To have someone from the Yukon come all the way to Edmonton to present a “reconstituted” 1923 silent movie about the REAL Klondike is real treat for locals who are sick of the FAKE Klondike.

On the recent moronic rebranding of our formerly bogus festival Klondike Days as K-Days, Whitehorse filmmaker and musician Daniel Janke sympathizes, “My advice to Edmontonians is don’t get too conflicted about the whole Klondike Days thing. We’re sick to death of it up here. I guess we have an honest stake in it, but it doesn’t mean we’re not tired of it.”

Well, that’s a comforting thought, thanks.

Playing Friday at 7 p.m. at the Garneau Theatre, The Grub-Stake Revisited what you might call a “cinematic mash-up of a remix.” The original Grub-Stake, one of many films of that era that celebrated the Gold Rush, stars Canadian Nell Shipman, and deals with her various perils as she falls in with a crooked gambler in Dawson City, Yukon – where every day was a Klondike Day. For this show, the corny old dialogue cards have been removed. In their place, live actors will recite fresh lines appropriate to the narrative – but, and here it gets weird, in the language of Shakespeare. The result, the filmmaker admits, is quite a lot funnier than the original.

“It’s hard not to laugh,” he says.

Live musicians, meanwhile, will provide an entirely new original soundtrack. Jesse Zubot is featured on violin. And Janke, who composed the music – “borrowing” from such bygone ditties as “The Daring Young Man on the Flying Trapeze” – will be on piano. He’s played here before, both at the folk and jazz festivals.

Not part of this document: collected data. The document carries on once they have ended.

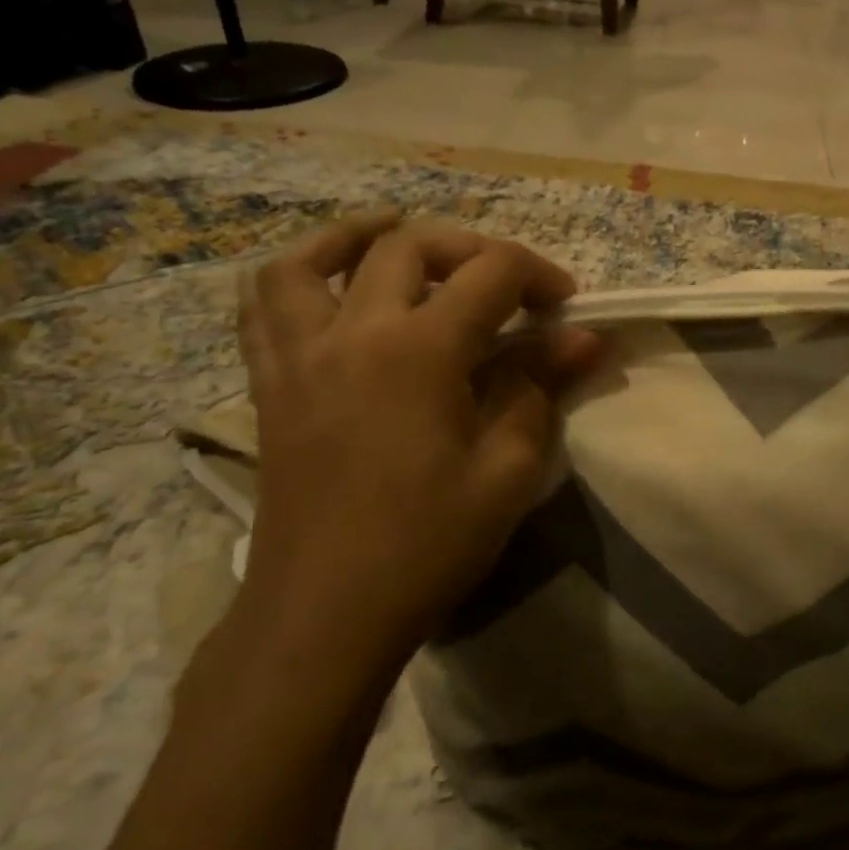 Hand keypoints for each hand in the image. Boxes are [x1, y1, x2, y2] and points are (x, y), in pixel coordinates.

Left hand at [231, 214, 600, 697]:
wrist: (325, 613)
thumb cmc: (427, 544)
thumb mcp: (507, 468)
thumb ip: (540, 387)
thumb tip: (587, 338)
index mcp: (418, 350)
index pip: (490, 274)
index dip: (538, 275)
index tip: (566, 306)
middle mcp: (352, 332)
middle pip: (410, 247)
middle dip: (471, 251)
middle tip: (506, 286)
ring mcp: (298, 354)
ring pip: (311, 259)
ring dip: (360, 235)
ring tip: (398, 236)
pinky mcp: (269, 384)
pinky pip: (261, 307)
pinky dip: (295, 277)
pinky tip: (328, 288) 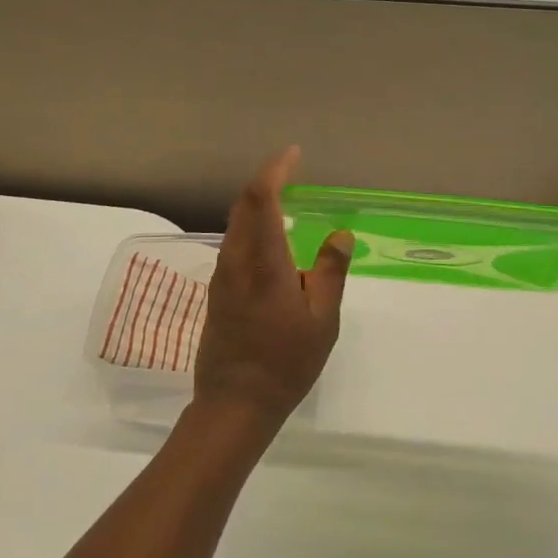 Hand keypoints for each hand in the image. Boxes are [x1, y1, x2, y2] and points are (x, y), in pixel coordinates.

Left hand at [193, 147, 353, 434]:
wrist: (234, 403)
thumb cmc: (285, 362)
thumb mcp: (322, 320)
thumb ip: (330, 273)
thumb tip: (340, 235)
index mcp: (263, 261)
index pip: (260, 198)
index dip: (275, 170)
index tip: (293, 155)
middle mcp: (236, 260)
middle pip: (244, 205)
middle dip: (266, 183)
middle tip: (293, 176)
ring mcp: (222, 275)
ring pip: (236, 224)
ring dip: (258, 206)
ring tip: (287, 205)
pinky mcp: (217, 291)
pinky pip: (234, 244)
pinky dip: (252, 229)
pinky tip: (272, 244) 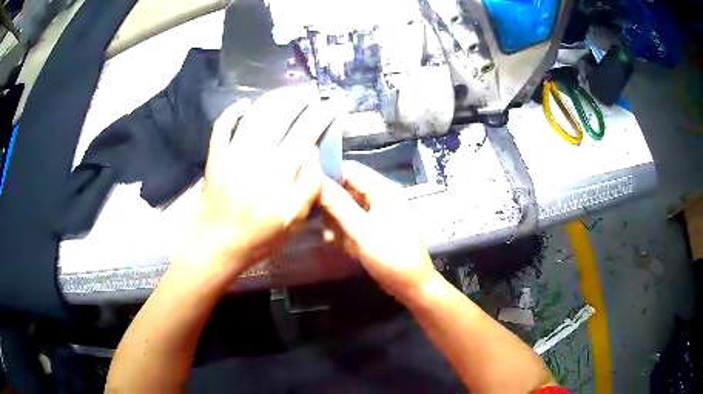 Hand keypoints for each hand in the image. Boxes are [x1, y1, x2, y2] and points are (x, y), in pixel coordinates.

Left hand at [175, 87, 337, 277]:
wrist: (219, 246)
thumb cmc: (260, 237)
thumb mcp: (294, 219)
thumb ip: (309, 186)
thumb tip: (313, 155)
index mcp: (280, 171)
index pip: (306, 132)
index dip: (322, 115)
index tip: (332, 105)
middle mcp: (257, 155)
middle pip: (280, 116)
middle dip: (298, 100)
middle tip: (309, 94)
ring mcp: (232, 153)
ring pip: (254, 116)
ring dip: (272, 100)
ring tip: (285, 94)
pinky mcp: (216, 158)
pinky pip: (221, 128)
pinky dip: (231, 113)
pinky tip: (242, 105)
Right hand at [319, 161, 437, 300]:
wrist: (411, 286)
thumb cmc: (391, 257)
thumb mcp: (362, 230)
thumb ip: (338, 205)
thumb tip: (316, 180)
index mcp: (383, 189)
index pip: (350, 169)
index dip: (328, 175)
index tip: (306, 189)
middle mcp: (379, 196)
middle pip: (346, 188)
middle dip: (330, 205)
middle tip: (318, 220)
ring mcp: (376, 213)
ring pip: (345, 207)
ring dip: (335, 222)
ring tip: (333, 238)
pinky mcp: (372, 228)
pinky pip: (350, 222)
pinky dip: (342, 231)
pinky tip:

For permission to use such modern – and Shakespearean – touches, they had a long talk with the owner of the film, the granddaughter, to assure her they would be respectful to the original movie. This is similar, he says, to Woody Allen’s 1966 film “What’s Up, Tiger Lily?” where he dubbed fresh dialogue over some bad Japanese spy movie. To that you could add Steve Martin’s 1982 offering “Dead Men Don’t Wear Plaid.”

This is a little different.

“We’re walking a very fine line,” Janke says. “We’re trying to honour the aesthetic of the film. One of the big reasons for doing this is that we’re big fans of of Nell Shipman, a Canadian icon, and this sort of thing gives the film a whole new life, the fact that that film can tour and be seen again after all these years.”